Scholarships and bursaries
Here at Pearson Business School, we are in the process of confirming our postgraduate scholarships for September 2019, so watch this space or contact us for up to date information at email@example.com.
Outside of your chosen institution there are many other organisations that offer the chance to get hold of scholarships and bursaries. Here are a few of them:
- Postgraduate Search
- The Scholarship Hub
- Find A Masters
- The Sir Richard Stapley Educational Trust
While applications for postgraduate programmes and loans have relatively relaxed timescales, scholarships and bursaries usually come with strict application deadlines - so check in advance and be careful you're not caught out.
When it comes to postgraduate study, loyalty often pays. A huge amount of colleges and universities in the UK offer a discount or part-scholarship to their alumni (including Pearson Business School who offer a 10% discount on postgradute tuition), but even if you're not considering your own Alma Mater it’s worth checking the small print.
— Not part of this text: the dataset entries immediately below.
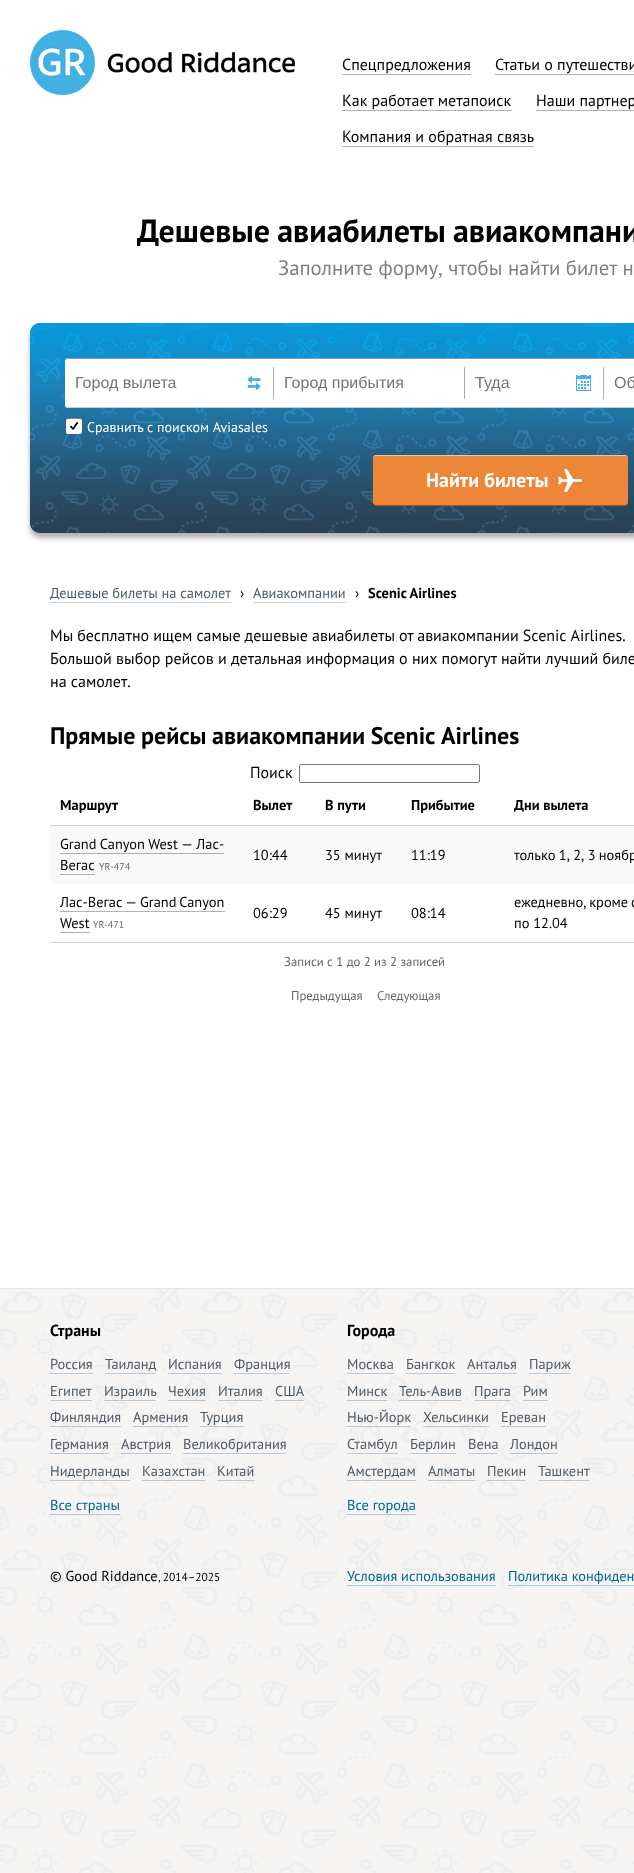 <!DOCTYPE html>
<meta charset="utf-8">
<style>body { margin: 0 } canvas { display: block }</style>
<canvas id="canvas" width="634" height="1873"></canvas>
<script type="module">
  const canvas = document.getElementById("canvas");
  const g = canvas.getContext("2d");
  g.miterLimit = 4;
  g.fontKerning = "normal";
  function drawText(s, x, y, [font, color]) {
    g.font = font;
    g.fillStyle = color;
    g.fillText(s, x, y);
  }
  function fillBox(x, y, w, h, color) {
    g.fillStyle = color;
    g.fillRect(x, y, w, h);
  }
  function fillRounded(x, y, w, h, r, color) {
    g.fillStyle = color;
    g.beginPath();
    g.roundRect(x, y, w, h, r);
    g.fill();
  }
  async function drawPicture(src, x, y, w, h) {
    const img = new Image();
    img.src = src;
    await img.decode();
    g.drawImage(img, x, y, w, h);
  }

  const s1 = ["16px PT Sans", "#000000"];
  const s2 = ["bold 32px PT Sans", "#000000"];
  const s3 = ["20.75px PT Sans", "#808080"];
  const s4 = ["16px Liberation Sans", "#757575"];
  const s5 = ["14px PT Sans", "#FFFFFF"];
  const s6 = ["bold 20px PT Sans", "#FFFFFF"];
  const s7 = ["14.4px PT Sans", "#4D5A68"];
  const s8 = ["14.4px PT Sans", "#000000"];
  const s9 = ["bold 14.4px PT Sans", "#000000"];
  const s10 = ["bold 24px PT Sans", "#000000"];
  const s11 = ["10px PT Sans", "#666666"];
  const s12 = ["12.75px PT Sans", "#666666"];
  const s13 = ["bold 16px PT Sans", "#000000"];
  const s14 = ["14.4px PT Sans", "#006699"];
  const s15 = ["11.5px PT Sans", "#000000"];

  fillBox(0, 0, 634, 1873, "#F6F5F3");
  await drawPicture("pic1.png", 0, 1289, 634, 584);
  fillBox(0, 0, 634, 1288, "#FFFFFF");
  fillBox(0, 1288, 634, 1, "#EDE8DE");
  await drawPicture("pic2.png", 30, 30, 265, 65);
  drawText("Спецпредложения", 342, 70, s1);
  fillBox(342, 74, 129, 1, "#B3B3B3");
  drawText("Статьи о путешестви", 495, 70, s1);
  fillBox(495, 74, 139, 1, "#B3B3B3");
  drawText("Как работает метапоиск", 342, 106, s1);
  fillBox(342, 110, 170, 1, "#B3B3B3");
  drawText("Наши партнер", 536, 106, s1);
  fillBox(536, 110, 98, 1, "#B3B3B3");
  drawText("Компания и обратная связь", 342, 142, s1);
  fillBox(342, 146, 192, 1, "#B3B3B3");
  g.wordSpacing = "-1px";
  drawText("Дешевые авиабилеты авиакомпани", 137, 242, s2);
  g.wordSpacing = "0px";
  drawText("Заполните форму, чтобы найти билет н", 278, 275, s3);
  g.fillStyle = "rgba(0, 0, 0, 0.3)";
  g.filter = "blur(2.5px)";
  g.beginPath();
  g.roundRect(30, 328, 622, 210, 10);
  g.fill();
  g.filter = "none";
  fillRounded(30, 323, 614, 210, 10, "#1482B4");
  await drawPicture("pic3.png", 30, 323, 604, 210);
  g.fillStyle = "#FFFFFF";
  g.beginPath();
  g.roundRect(65, 358, 209, 50, [3, 0, 0, 3]);
  g.fill();
  g.fillStyle = "#999999";
  g.beginPath();
  g.moveTo(68, 359);
  g.lineTo(274, 359);
  g.lineTo(274, 358);
  g.lineTo(68, 358);
  g.bezierCurveTo(66, 358, 65, 359, 65, 361);
  g.bezierCurveTo(65, 360, 66, 359, 68, 359);
  g.closePath();
  g.fill();
  g.fillStyle = "#CCCCCC";
  g.beginPath();
  g.moveTo(274, 408);
  g.lineTo(274, 407);
  g.lineTo(68, 407);
  g.bezierCurveTo(66, 407, 65, 406, 65, 405);
  g.bezierCurveTo(65, 407, 66, 408, 68, 408);
  g.closePath();
  g.fill();
  fillBox(273, 367, 1, 32, "#AAAAAA");
  drawText("Город вылета", 75, 388, s4);
  await drawPicture("pic4.png", 247, 376, 14, 14);
  fillBox(274, 359, 360, 48, "#FFFFFF");
  fillBox(274, 358, 360, 1, "#999999");
  fillBox(274, 407, 360, 1, "#CCCCCC");
  fillBox(464, 367, 1, 32, "#AAAAAA");
  drawText("Город прибытия", 284, 388, s4);
  fillBox(603, 367, 1, 32, "#AAAAAA");
  drawText("Туда", 475, 388, s4);
  await drawPicture("pic5.png", 576, 375, 15, 16);
  drawText("Об", 614, 388, s4);
  fillRounded(66, 418, 16, 16, 2, "#FFFFFF");
  await drawPicture("pic6.png", 70, 422, 8, 8);
  g.fillStyle = "rgba(0, 0, 0, 0.6)";
  g.beginPath();
  g.moveTo(68, 419);
  g.bezierCurveTo(70.5, 419, 81, 418, 82, 420.5);
  g.bezierCurveTo(82, 418, 80, 418, 78, 418);
  g.lineTo(70, 418);
  g.bezierCurveTo(67, 418, 66, 418, 66, 421);
  g.bezierCurveTo(66, 420, 67, 419, 68, 419);
  g.closePath();
  g.fill();
  drawText("Сравнить с поиском Aviasales", 87, 432, s5);
  g.fillStyle = "#B5530B";
  g.beginPath();
  g.moveTo(373, 502);
  g.bezierCurveTo(373, 504, 374, 506, 376, 506);
  g.lineTo(625, 506);
  g.bezierCurveTo(627, 506, 628, 504, 628, 502);
  g.bezierCurveTo(628, 504, 627, 505, 625, 505);
  g.lineTo(376, 505);
  g.bezierCurveTo(374, 505, 373, 504, 373, 502);
  g.closePath();
  g.fill();
  fillRounded(373, 455, 255, 50, 3, "#EE863A");
  await drawPicture("pic7.png", 558, 469, 24, 23);
  g.fillStyle = "rgba(255, 255, 255, 0.5)";
  g.beginPath();
  g.moveTo(376, 456);
  g.lineTo(626, 456);
  g.lineTo(628, 457);
  g.lineTo(628, 459);
  g.bezierCurveTo(628, 457, 627, 455, 625, 455);
  g.lineTo(376, 455);
  g.bezierCurveTo(374, 455, 373, 457, 373, 459);
  g.bezierCurveTo(373, 457, 374, 456, 376, 456);
  g.closePath();
  g.fill();
  drawText("Найти билеты", 426, 487, s6);
  drawText("Дешевые билеты на самолет", 50, 598, s7);
  fillBox(50, 602, 181, 1, "#CACEDD");
  drawText("›", 240, 598, s8);
  drawText("Авиакомпании", 253, 598, s7);
  fillBox(253, 602, 93, 1, "#CACEDD");
  drawText("›", 355, 598, s8);
  g.wordSpacing = "-1px";
  drawText("Scenic Airlines", 368, 598, s9);
  g.wordSpacing = "-0.25px";
  drawText("Мы бесплатно ищем самые дешевые авиабилеты от авиакомпании Scenic Airlines.", 50, 641, s1);
  g.wordSpacing = "0px";
  drawText("Большой выбор рейсов и детальная информация о них помогут найти лучший биле", 50, 664, s1);
  drawText("на самолет.", 50, 687, s1);
  g.wordSpacing = "-0.5px";
  drawText("Прямые рейсы авиакомпании Scenic Airlines", 50, 744, s10);
  g.wordSpacing = "0px";
  drawText("Поиск", 250, 778, s1);
  g.beginPath();
  g.roundRect(299.5, 764.5, 180, 18, 1.5);
  g.strokeStyle = "#767676";
  g.stroke();
  fillBox(50, 942, 584, 1, "#D1D1D1");
  fillBox(50, 825, 584, 1, "#D1D1D1");
  drawText("Маршрут", 60, 810, s9);
  drawText("Вылет", 253, 810, s9);
  drawText("В пути", 325, 810, s9);
  drawText("Прибытие", 411, 810, s9);
  drawText("Дни вылета", 514, 810, s9);
  fillBox(50, 826, 584, 58, "#F9F9F9");
  g.wordSpacing = "-0.5px";
  drawText("Grand Canyon West — Лас-", 60, 849, s8);
  fillBox(60, 853, 164, 1, "#AEAEAE");
  g.wordSpacing = "0px";
  drawText("Вегас", 60, 870, s8);
  fillBox(60, 874, 35, 1, "#AEAEAE");
  drawText("YR-474", 99, 870, s11);
  drawText("10:44", 253, 860, s8);
  drawText("35 минут", 325, 860, s8);
  drawText("11:19", 411, 860, s8);
  g.wordSpacing = "-0.5px";
  drawText("только 1, 2, 3 ноябр", 514, 860, s8);
  g.wordSpacing = "-1px";
  drawText("Лас-Вегас — Grand Canyon", 60, 907, s8);
  fillBox(60, 911, 165, 1, "#B3B3B3");
  g.wordSpacing = "0px";
  drawText("West", 60, 928, s8);
  fillBox(60, 932, 30, 1, "#B3B3B3");
  drawText("YR-471", 93, 928, s11);
  drawText("06:29", 253, 918, s8);
  drawText("45 минут", 325, 918, s8);
  drawText("08:14", 411, 918, s8);
  g.wordSpacing = "-1px";
  drawText("ежедневно, кроме с", 514, 907, s8);
  g.wordSpacing = "0px";
  drawText("по 12.04", 514, 928, s8);
  drawText("Записи с 1 до 2 из 2 записей", 284, 966, s12);
  drawText("Предыдущая", 291, 1000, s12);
  drawText("Следующая", 377, 1000, s12);
  drawText("Страны", 50, 1336, s13);
  drawText("Россия", 50, 1369, s7);
  fillBox(50, 1373, 43, 1, "#C3C7D4");
  drawText("Таиланд", 105, 1369, s7);
  fillBox(105, 1373, 51, 1, "rgba(77, 90, 140, 0.3)");
  drawText("Испания", 168, 1369, s7);
  fillBox(168, 1373, 54, 1, "#C3C7D4");
  drawText("Франция", 234, 1369, s7);
  fillBox(234, 1373, 56, 1, "#C3C7D4");
  drawText("Египет", 50, 1396, s7);
  fillBox(50, 1400, 42, 1, "#C3C6D4");
  drawText("Израиль", 104, 1396, s7);
  fillBox(104, 1400, 52, 1, "rgba(77, 90, 140, 0.3)");
  drawText("Чехия", 168, 1396, s7);
  fillBox(168, 1400, 38, 1, "rgba(77, 90, 140, 0.3)");
  drawText("Италия", 218, 1396, s7);
  fillBox(218, 1400, 45, 1, "rgba(77, 90, 140, 0.3)");
  drawText("США", 275, 1396, s7);
  fillBox(275, 1400, 29, 1, "rgba(77, 90, 140, 0.3)");
  drawText("Финляндия", 50, 1422, s7);
  fillBox(50, 1426, 71, 1, "rgba(77, 90, 140, 0.3)");
  drawText("Армения", 133, 1422, s7);
  fillBox(133, 1426, 55, 1, "rgba(77, 90, 140, 0.3)");
  drawText("Турция", 200, 1422, s7);
  fillBox(200, 1426, 44, 1, "rgba(77, 90, 140, 0.3)");
  drawText("Германия", 50, 1449, s7);
  fillBox(50, 1453, 59, 1, "rgba(77, 90, 140, 0.3)");
  drawText("Австрия", 121, 1449, s7);
  fillBox(121, 1453, 50, 1, "rgba(77, 90, 140, 0.3)");
  drawText("Великобритания", 183, 1449, s7);
  fillBox(183, 1453, 103, 1, "#C3C7D4");
  drawText("Нидерланды", 50, 1476, s7);
  fillBox(50, 1480, 80, 1, "rgba(77, 90, 140, 0.3)");
  drawText("Казахстан", 142, 1476, s7);
  fillBox(142, 1480, 63, 1, "rgba(77, 90, 140, 0.3)");
  drawText("Китай", 217, 1476, s7);
  fillBox(217, 1480, 38, 1, "rgba(77, 90, 140, 0.3)");
  drawText("Все страны", 50, 1510, s14);
  fillBox(50, 1514, 70, 1, "rgba(0, 102, 153, 0.3)");
  drawText("Города", 347, 1336, s13);
  drawText("Москва", 347, 1369, s7);
  fillBox(347, 1373, 47, 1, "#C3C6D4");
  drawText("Бангкок", 406, 1369, s7);
  fillBox(406, 1373, 49, 1, "#C3C7D4");
  drawText("Анталья", 467, 1369, s7);
  fillBox(467, 1373, 50, 1, "#C3C7D4");
  drawText("Париж", 529, 1369, s7);
  fillBox(529, 1373, 42, 1, "rgba(77, 90, 140, 0.3)");
  drawText("Минск", 347, 1396, s7);
  fillBox(347, 1400, 40, 1, "#C3C7D4");
  drawText("Тель-Авив", 399, 1396, s7);
  fillBox(399, 1400, 63, 1, "rgba(77, 90, 140, 0.3)");
  drawText("Прага", 474, 1396, s7);
  fillBox(474, 1400, 37, 1, "rgba(77, 90, 140, 0.3)");
  drawText("Рим", 523, 1396, s7);
  fillBox(523, 1400, 25, 1, "#C3C7D4");
  drawText("Нью-Йорк", 347, 1422, s7);
  fillBox(347, 1426, 64, 1, "rgba(77, 90, 140, 0.3)");
  drawText("Хельсинки", 423, 1422, s7);
  fillBox(423, 1426, 66, 1, "rgba(77, 90, 140, 0.3)");
  drawText("Ереван", 501, 1422, s7);
  fillBox(501, 1426, 45, 1, "#C3C7D4");
  drawText("Стамбул", 347, 1449, s7);
  fillBox(347, 1453, 51, 1, "#C3C7D4");
  drawText("Берлин", 410, 1449, s7);
  fillBox(410, 1453, 46, 1, "#C3C7D4");
  drawText("Вена", 468, 1449, s7);
  fillBox(468, 1453, 30, 1, "#C3C7D4");
  drawText("Лондон", 510, 1449, s7);
  fillBox(510, 1453, 48, 1, "rgba(77, 90, 140, 0.3)");
  drawText("Амстердам", 347, 1476, s7);
  fillBox(347, 1480, 69, 1, "rgba(77, 90, 140, 0.3)");
  drawText("Алматы", 428, 1476, s7);
  fillBox(428, 1480, 47, 1, "rgba(77, 90, 140, 0.3)");
  drawText("Пекин", 487, 1476, s7);
  fillBox(487, 1480, 39, 1, "rgba(77, 90, 140, 0.3)");
  drawText("Ташкент", 538, 1476, s7);
  fillBox(538, 1480, 52, 1, "rgba(77, 90, 140, 0.3)");
  drawText("Все города", 347, 1510, s14);
  fillBox(347, 1514, 69, 1, "rgba(0, 102, 153, 0.3)");
  drawText("© Good Riddance", 50, 1581, s8);
  g.wordSpacing = "-1px";
  drawText(", 2014–2025", 158, 1581, s15);
  g.wordSpacing = "0px";
  drawText("Условия использования", 347, 1581, s14);
  fillBox(347, 1585, 149, 1, "#ACCAD8");
  drawText("Политика конфиден", 508, 1581, s14);
  fillBox(508, 1585, 126, 1, "rgba(0, 102, 153, 0.3)");
</script>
Depending on the institution, alumni are typically classed as those who studied for an undergraduate degree but this benefit can also extend to those who studied a short course, an evening class, or even a semester abroad at the institution in question. There are even universities in the UK known to offer discounts to those whose immediate family members are alumni or members of staff at the institution, so have a think and do your research about whether you might have any connections to the institutions you’re thinking of for your postgraduate degree.